The string "roads" may appear in lines of the listing. Report each line where it does.

- _Extracted information_:
☆ ☆ ☆ ☆ ☆

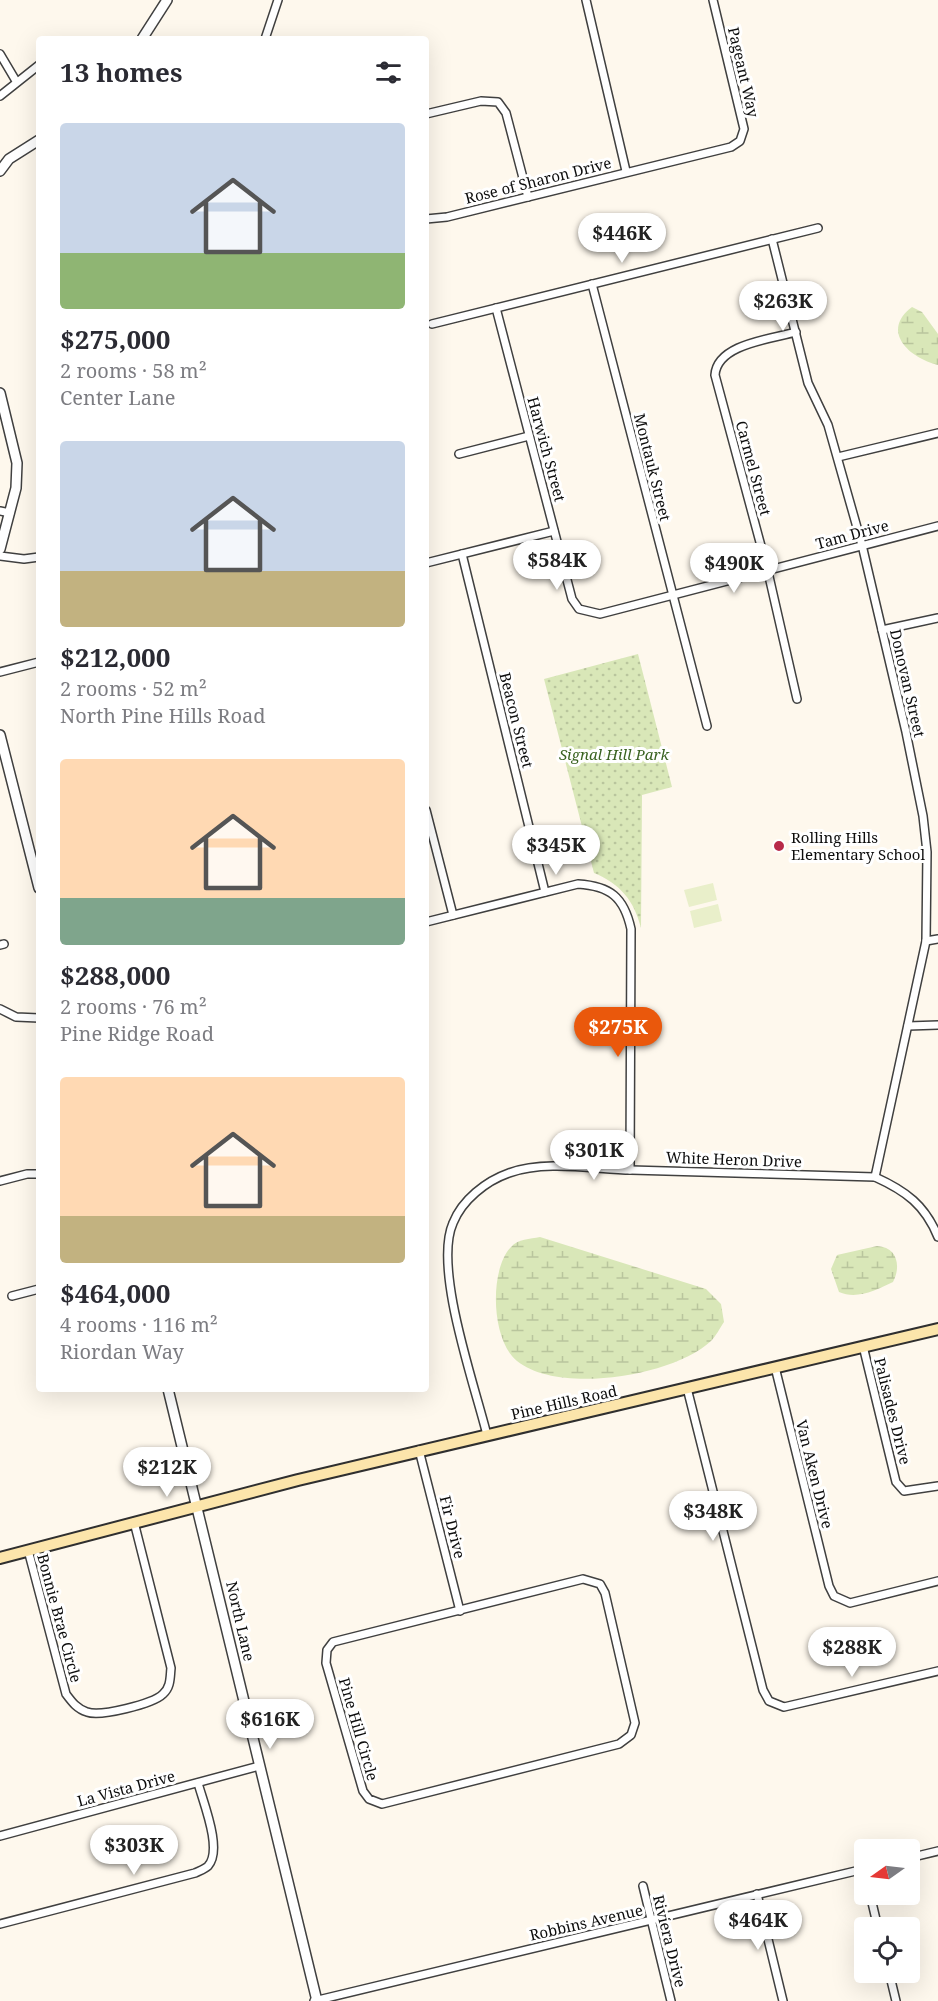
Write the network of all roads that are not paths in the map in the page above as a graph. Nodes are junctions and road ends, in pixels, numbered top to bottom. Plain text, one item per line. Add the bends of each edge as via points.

☆ ☆ ☆ ☆ ☆

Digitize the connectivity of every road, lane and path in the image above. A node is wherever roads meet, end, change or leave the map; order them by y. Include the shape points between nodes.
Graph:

☆ ☆ ☆ ☆ ☆

- _Solution to this problem_:
Write the network of all roads that are not paths in the map in the page above as a graph. Nodes are junctions and road ends, in pixels, numbered top to bottom. Plain text, one item per line. Add the bends of each edge as via points.
Digitize the connectivity of every road, lane and path in the image above. A node is wherever roads meet, end, change or leave the map; order them by y. Include the shape points between nodes.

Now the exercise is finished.